I just finished a four-mile run, and tomorrow I’m planning to participate in the Firecracker 4, a four-mile fun run in Saratoga Springs, NY. I also am contemplating a post-run swim along with a bicycle ride and swim on Sunday.

On paper, this looks marvelous. In reality, I’m wondering.
My year’s resolutions were like those of many others. I wanted to run the Twin Cities Marathon and I wanted to complete the Fronhofer Tool’s Olympic Distance Triathlon. To be sure that I would follow through on these aims, I set aside funds and made sure to get myself registered for both events before the early-bird deadlines hit. I also mapped out what felt like an enjoyable and sociable plan to participate in local 5K, 10K and other races throughout the year.

More or less, the plan has worked out. Knowing that my body is aging and that my risk for over-training injuries from running particularly is higher, I decided that I would aim to run no more than three times a week until at least after the August 1 triathlon, and that I would use the other events of the triathlon — swimming and bicycling — to support the endurance needed to complete a marathon. Knowing also that bicycling is the longest — and for me, the weakest — part of a triathlon, I also resolved to go to as many indoor spin classes as I could manage during the winter to build up my cycling muscles and work on technique. In the spirit of easing injuries and maintaining a strong level of flexibility, I also decided that I would do longer yoga classes consistently through the winter and would swim distances that might be a bit more than necessary because swimming is an excellent way to train for endurance and because frankly I really do like to swim.

So 29 days remain before the triathlon. Three months remain before the marathon.
How do I feel? As the title of this essay notes, consistently inconsistent.

Despite my best intentions, life has consistently gotten in the way of regular training. In February, the issue was snow and blizzards. In April, it was travel. In May, it was a sinus infection — probably from the travel. For the first nine days of June, it was a deadline: We needed to get seedlings in the ground before I left for a nine-day work trip to Salt Lake City. For the last seven days of June, it was more farm related work and community related work.
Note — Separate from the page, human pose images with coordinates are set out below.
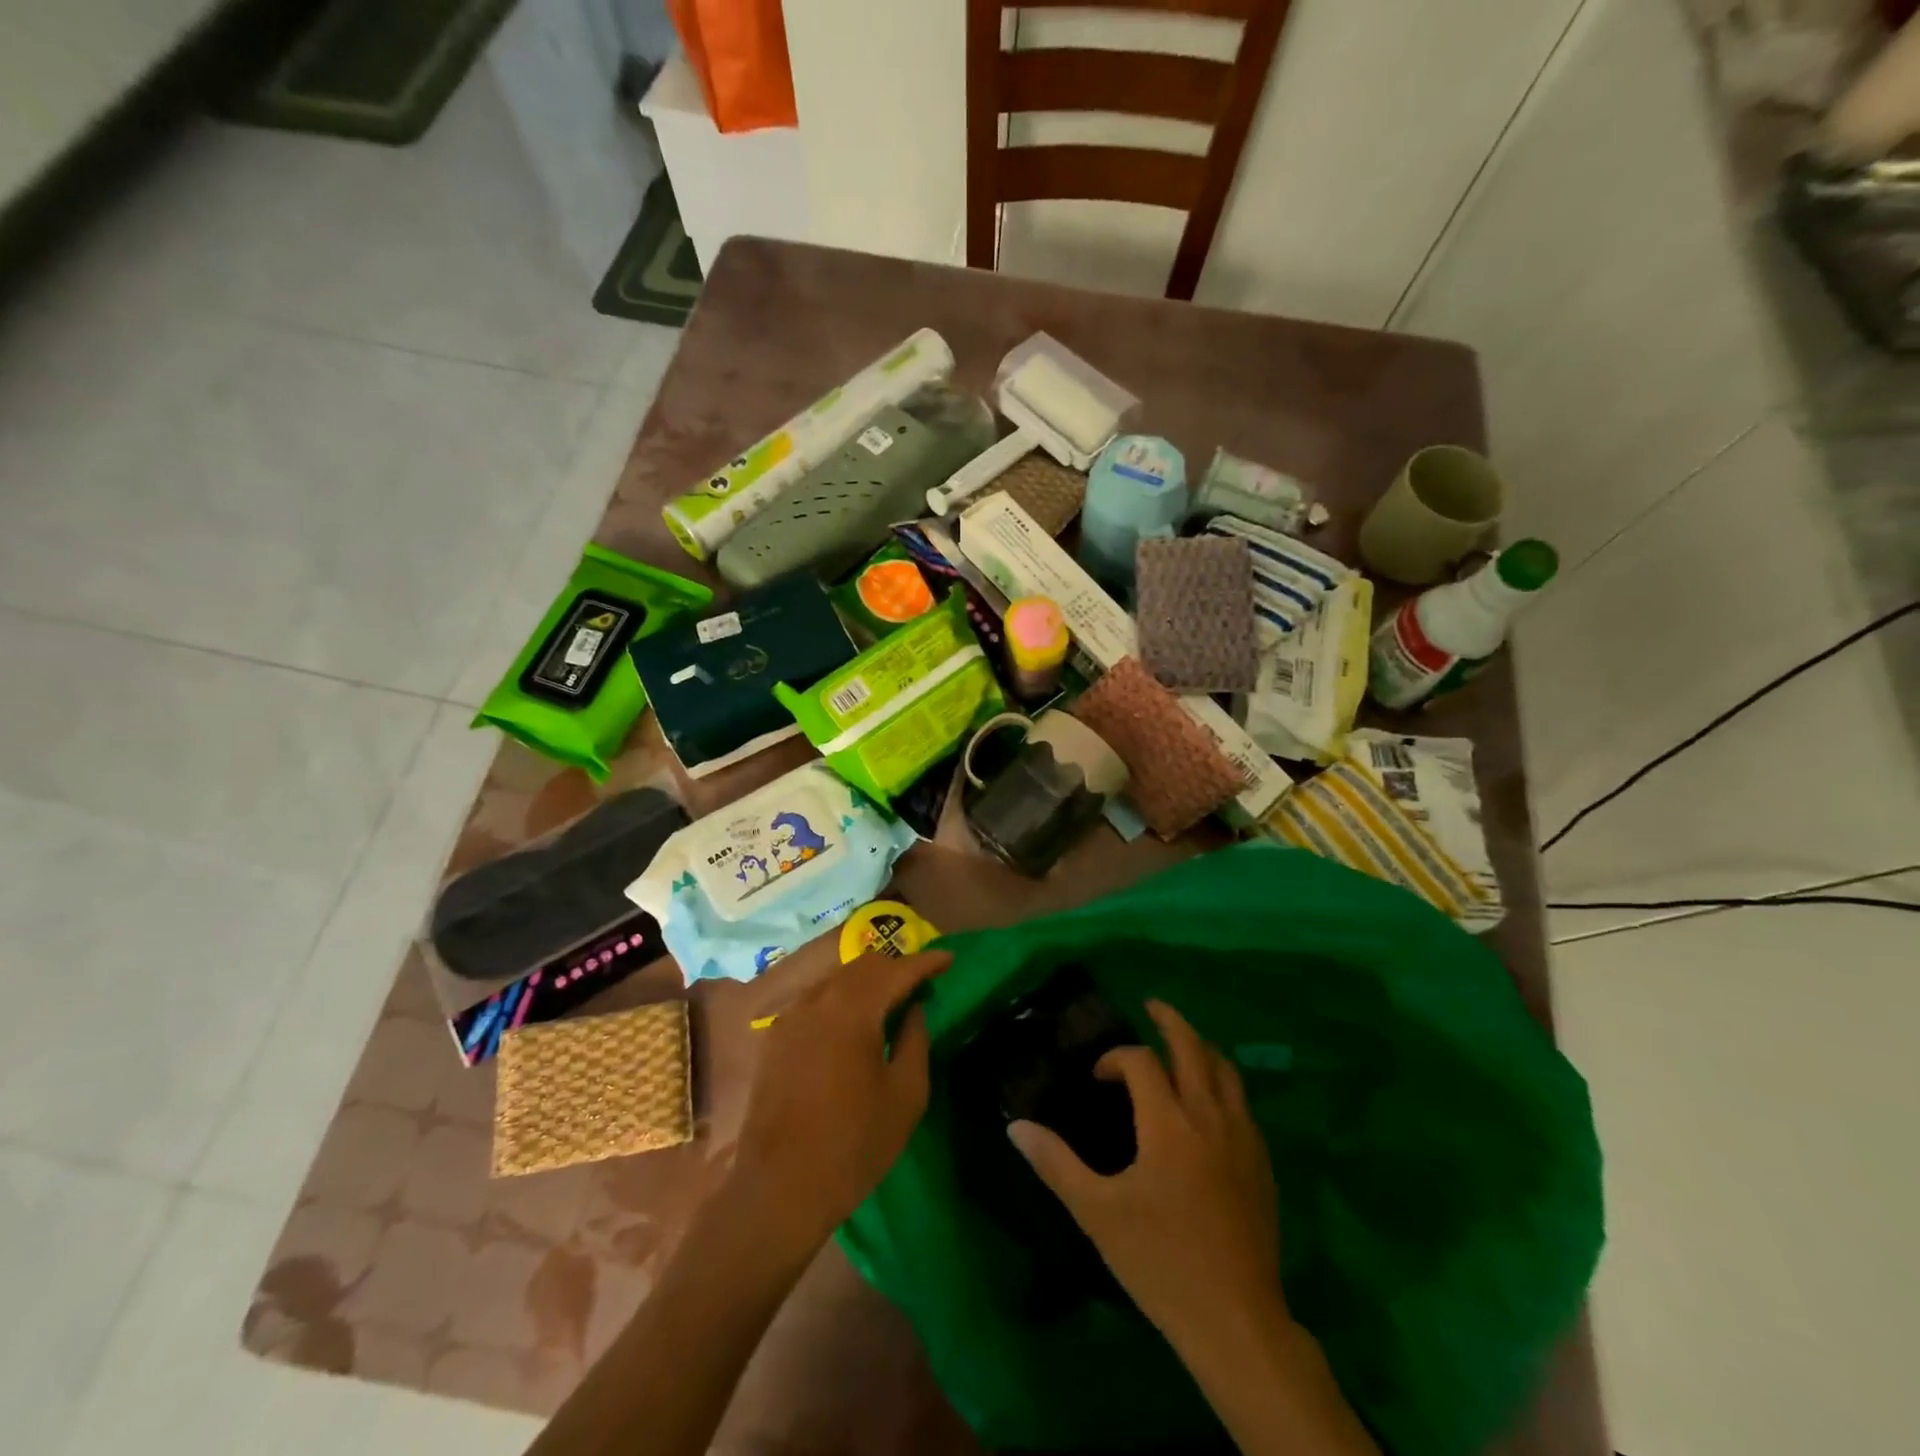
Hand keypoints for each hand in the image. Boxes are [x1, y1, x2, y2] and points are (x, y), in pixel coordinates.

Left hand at [729, 949, 950, 1252]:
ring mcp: (792, 1016)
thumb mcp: (905, 1095)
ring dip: (868, 981)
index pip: (897, 969)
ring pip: (837, 978)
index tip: (949, 960)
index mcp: (854, 1009)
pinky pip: (816, 998)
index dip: (926, 962)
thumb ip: (915, 1040)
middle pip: (864, 965)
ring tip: (891, 1000)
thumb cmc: (854, 1144)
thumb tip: (914, 1008)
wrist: (779, 1188)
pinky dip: (842, 997)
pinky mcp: (776, 1036)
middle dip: (896, 967)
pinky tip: (853, 1021)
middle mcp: (819, 999)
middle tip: (922, 983)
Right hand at [1007, 999, 1281, 1341]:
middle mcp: (1209, 1117)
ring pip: (1226, 1070)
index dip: (1115, 1058)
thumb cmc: (1160, 1263)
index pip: (1141, 1062)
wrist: (1236, 1322)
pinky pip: (1243, 1103)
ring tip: (1182, 1044)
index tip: (1097, 1078)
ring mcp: (1243, 1138)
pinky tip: (1210, 1101)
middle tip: (1152, 1006)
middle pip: (1193, 1047)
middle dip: (1170, 1021)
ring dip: (1201, 1048)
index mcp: (1168, 1124)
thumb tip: (1016, 1126)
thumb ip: (1056, 1163)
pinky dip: (1223, 1083)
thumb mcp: (1097, 1214)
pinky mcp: (1262, 1163)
As a result, the training record looks splotchy in places: No workouts whatsoever from June 2-9. Daily workouts — and sometimes twice daily workouts — from June 10-17. A rest day on June 18, which was the return trip home from Salt Lake City. Nice easy and invigorating workouts from June 19-22. Then bam, nothing at all for five days. Then, two days of really good workouts, followed by two days of nothing. Today actually was supposed to be a rest day, to rest up for the race. I decided to run because I needed to blow off some steam and because I knew I would feel better afterwords — physically and emotionally.

Grappling with the realities of consistent inconsistency makes me realize that this is the framework for life. We are good — and we are not so good. Sometimes when we are good to ourselves, it feels like we are pampering ourselves at the expense of the needs of others. When that occurs, a dose of self-induced guilt often engulfs us, creating reasons to put the workouts aside in order to take care of others. That is perhaps not a bad thing: It is good to take care of others. But what about ourselves? Who takes care of us?

Workout plans for yesterday got sidelined when one of the goats my husband and I have been raising ended up with a bleeding hoof. A quick phone call to the farmers who have mentored us through the goat-raising process helped us learn how to treat the wound — with gauze, a bandaging material called co-flex, and an antiseptic called Hoof and Heal. Of course, none of these things were in our medicine cabinet so I grabbed the car keys and prepared to head out to the nearby farming goods store, Tractor Supply Company. On the way, I muttered somewhat resignedly, somewhat frustratedly, and somewhat jokingly that it didn’t look like I would get a workout in. My husband got upset. How could I think of workouts when one of the animals was suffering?

He was right in a way, but the comment got under my skin. Partly perhaps because it verbalized what I perhaps imagine constantly. Workouts come in a day where the work never ends. So every minute devoted to a run, a swim, a bicycle ride, a yoga class is a minute that is not devoted to something else. Grumpily, I headed out to Tractor Supply thinking that people only cared about me when it was in their interest to do so. Knowing I was grumpy, I knew also that this was not really true and that I am very blessed to have a big universe of people who do indeed care for me and about me a lot. My husband, my parents, my siblings, and scores of relatives and friends have got my back. But when push comes to shove they too are busy and stressed. Care for and care about might be external expressions, gestures that others extend to the self. Care of is perhaps a little different. It is care of the self. It is the work of making consistent inconsistency a little more like inconsistent inconsistency, or consistent consistency. It is a flipping of adjectives, nouns, and qualifiers to give you the best you can give yourself — while also giving the best you can give to others in return.

On a positive note, Rocky, the goat who was injured, is doing well. Like a kid, literally and metaphorically, he bounced back and probably up to some goat-like mischief right now. And I made up for yesterday’s inconsistency with another inconsistency: I swapped out a rest day for a run and am feeling terrific, as a result.